Samsung starts producing semiconductor components in Vietnam
Samsung is testing its ball grid array products and will mass produce them at the tech giant's factory in northern Thai Nguyen Province in July 2023. Roh Tae-Moon, head of Samsung's key smartphone division, said this at a Friday meeting with Prime Minister Pham Minh Chinh.
On its homepage, Samsung has said that it is preparing trial production for semiconductor chip grid products and planning to open a research and development (R&D) center in Hanoi later this year or early next year.
The company said the R&D center was about 85% complete.
"Semiconductors would mark a third business for Samsung in Vietnam, where the company makes home appliances and half of its smartphones," according to Nikkei Asia.
In the first half of 2022, Samsung Vietnam’s export revenue was $34.3 billion, up 18% from the same period last year.
In February, Samsung announced an additional $920 million investment into its factory in Vietnam.

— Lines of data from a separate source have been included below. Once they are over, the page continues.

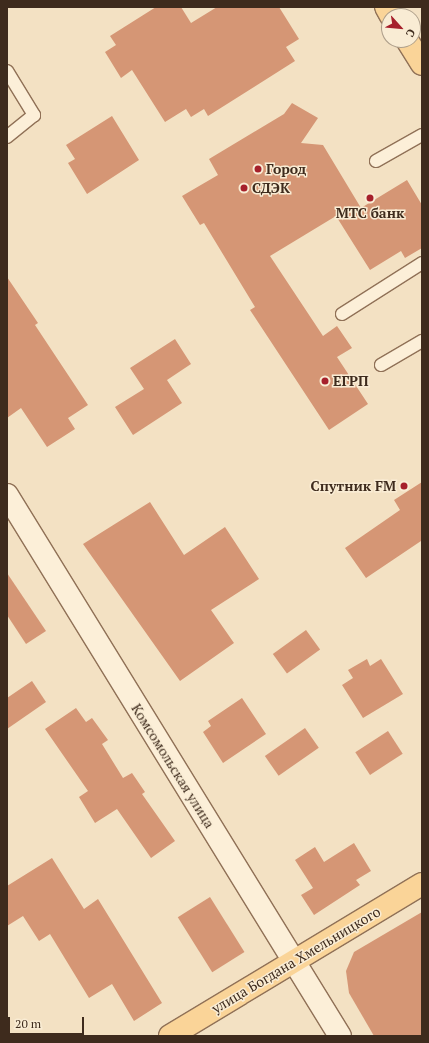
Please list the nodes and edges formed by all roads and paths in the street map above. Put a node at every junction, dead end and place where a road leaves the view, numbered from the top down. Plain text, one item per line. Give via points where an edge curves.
1 (411, 48) edge
2 (422, 64) edge
3 (7, 71) edge
4 (422, 135) edge
5 (7, 137) edge
6 (376, 161) dead end
7 (422, 264) edge
8 (342, 314) dead end
9 (422, 341) edge
10 (381, 365) dead end
11 (7, 495) edge
12 (422, 884) edge
13 (294, 960) junction
14 (170, 1036) edge
15 (340, 1036) edge

1 - 2 main road
3 - 5 lane via 34,115
4 - 6 lane
7 - 8 lane
9 - 10 lane
11 - 13 street, Комсомольская улица
12 - 13 main road, улица Богдана Хмельницкого
13 - 14 main road, улица Богдана Хмельницкого
13 - 15 street, Комсомольская улица

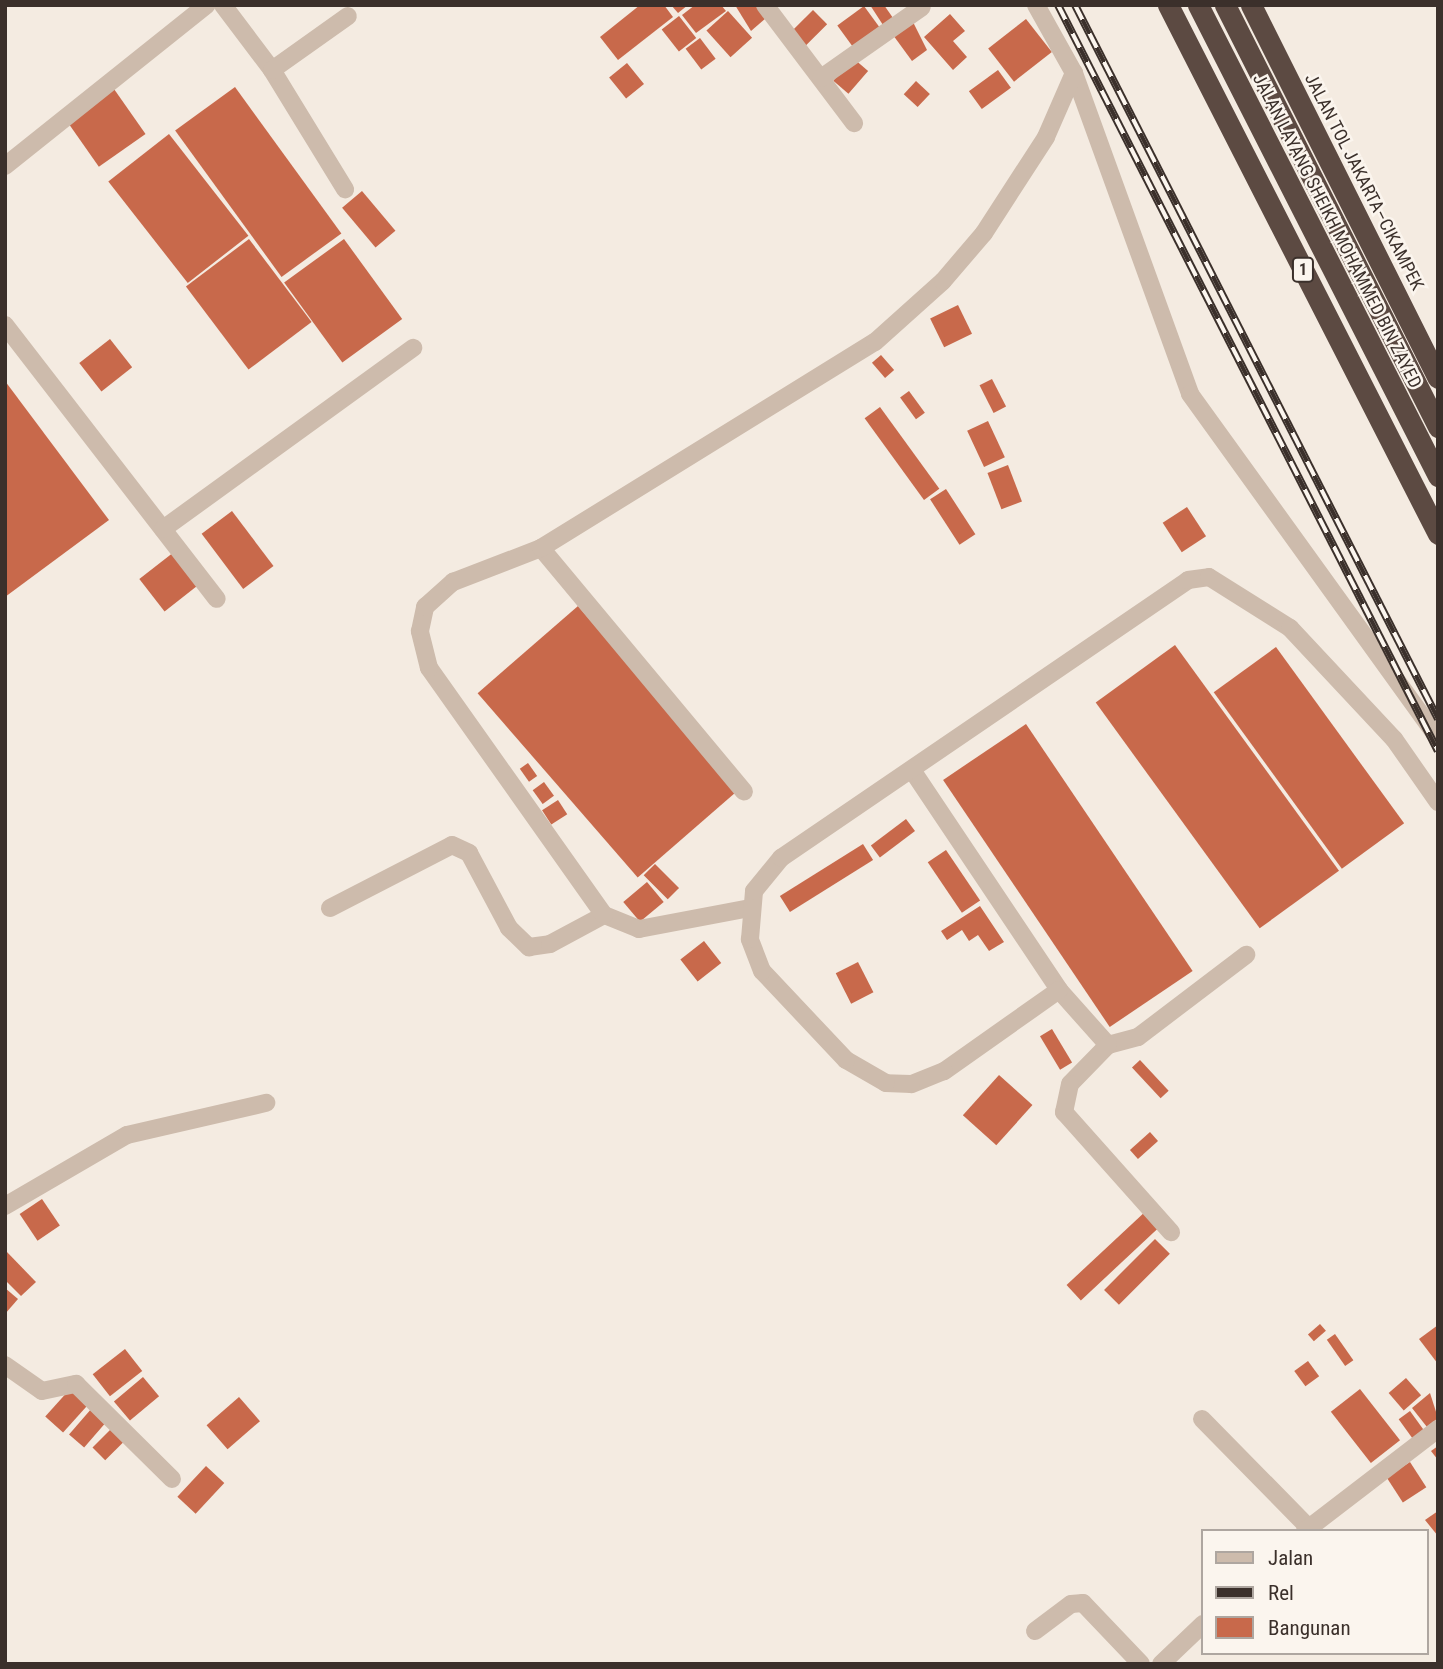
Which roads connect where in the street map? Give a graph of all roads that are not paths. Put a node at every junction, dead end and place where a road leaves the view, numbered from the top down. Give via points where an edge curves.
1 (207, 5) edge
2 (223, 5) edge
3 (765, 5) edge
4 (1036, 5) edge
5 (1168, 5) edge
6 (1198, 5) edge
7 (1225, 5) edge
8 (1251, 5) edge
9 (922, 7) dead end
10 (348, 16) dead end
11 (272, 70) junction
12 (1074, 73) junction
13 (821, 78) junction
14 (854, 123) dead end
15 (5, 166) edge
16 (345, 189) dead end
17 (5, 325) edge
18 (413, 348) dead end
19 (1438, 378) edge
20 (1438, 427) edge
21 (1438, 476) edge
22 (163, 529) junction
23 (1438, 534) edge
24 (541, 548) junction
25 (217, 599) dead end
26 (1438, 738) edge
27 (912, 769) junction
28 (744, 792) dead end
29 (1438, 802) edge
30 (330, 908) dead end
31 (750, 908) junction
32 (604, 915) junction
33 (1247, 955) dead end
34 (1059, 990) junction
35 (1108, 1045) junction
36 (266, 1103) dead end
37 (5, 1206) edge
38 (1171, 1232) dead end
39 (5, 1364) edge
40 (1202, 1419) dead end
41 (1438, 1429) edge
42 (172, 1479) dead end
43 (1306, 1529) edge
44 (1202, 1625) edge
45 (1035, 1631) dead end
46 (1163, 1663) edge
47 (1141, 1664) edge

1 - 15 street
2 - 11 street
3 - 13 street
4 - 12 street
5 - 23 highway, 1
6 - 21 highway, JALAN LAYANG SHEIKH MOHAMMED BIN ZAYED / 1
7 - 20 highway, JALAN LAYANG SHEIKH MOHAMMED BIN ZAYED
8 - 19 highway, JALAN TOL JAKARTA–CIKAMPEK
9 - 13 street
10 - 11 street
11 - 16 street
12 - 24 street via 1060,111 1008,200 918,304 874,342
12 - 26 street via 1190,394
13 - 14 street
17 - 22 street
18 - 22 street
22 - 25 street
24 - 28 street
24 - 32 street via 435,594 422,615 421,641 429,668
27 - 29 street via 1188,580 1209,577 1290,628 1394,739
27 - 31 street via 770,866
27 - 34 street
30 - 32 street via 452,845 472,857 509,928 529,947 550,944
31 - 32 street via 639,929
31 - 34 street via 750,939 762,971 846,1060 886,1083 911,1084 944,1071
33 - 35 street via 1138,1037
34 - 35 street
35 - 38 street via 1070,1084 1064,1112
36 - 37 street via 127,1135
39 - 42 street via 42,1391 76,1384
40 - 43 street
41 - 43 street
44 - 46 street
45 - 47 street via 1071,1604 1086,1603

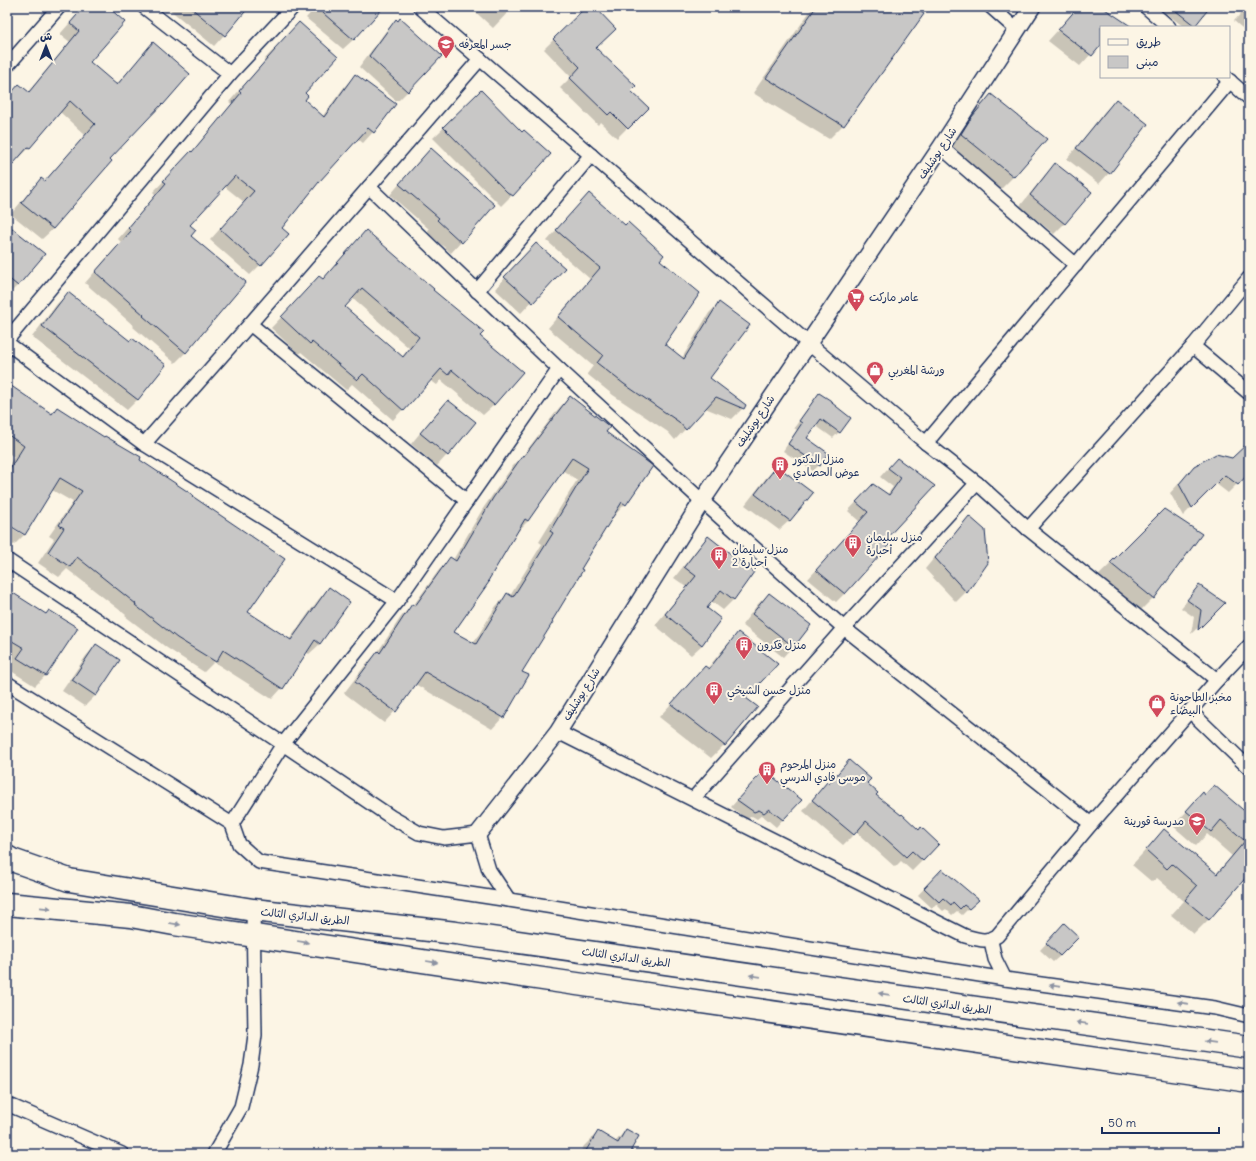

Before Samsung, Vietnam had Intel Products Vietnam (IPV), the largest assembly and testing plant in Intel's network. During the global chip crisis, IPV not only maintained stable operations, but also made a number of innovative contributions to help it fill the shortage in semiconductors. One of the key initiatives was to improve the substrate treatment process at the plant.
"Vietnam has the ability to establish the necessary infrastructure and policies needed to support cutting-edge manufacturing operations in the chip sector," Steve Long, general manager of Intel’s Asia-Pacific and Japan region, had said during an interview with VnExpress in May.
He said the stable socio-political environment, increasingly liberalized trade and investment policies, and a young and talented workforce were the reasons for foreign investors, especially large tech corporations, finding Vietnam an attractive destination.
Vietnam is home of 60 percent of Samsung’s total smartphone production.
Samsung, Vietnam’s biggest foreign direct investor, first invested $1.3 billion in its electro-mechanics unit in 2013. The unit produces main boards and other electronics components.
As of last year, the world's largest memory chip maker had invested $18 billion in Vietnam.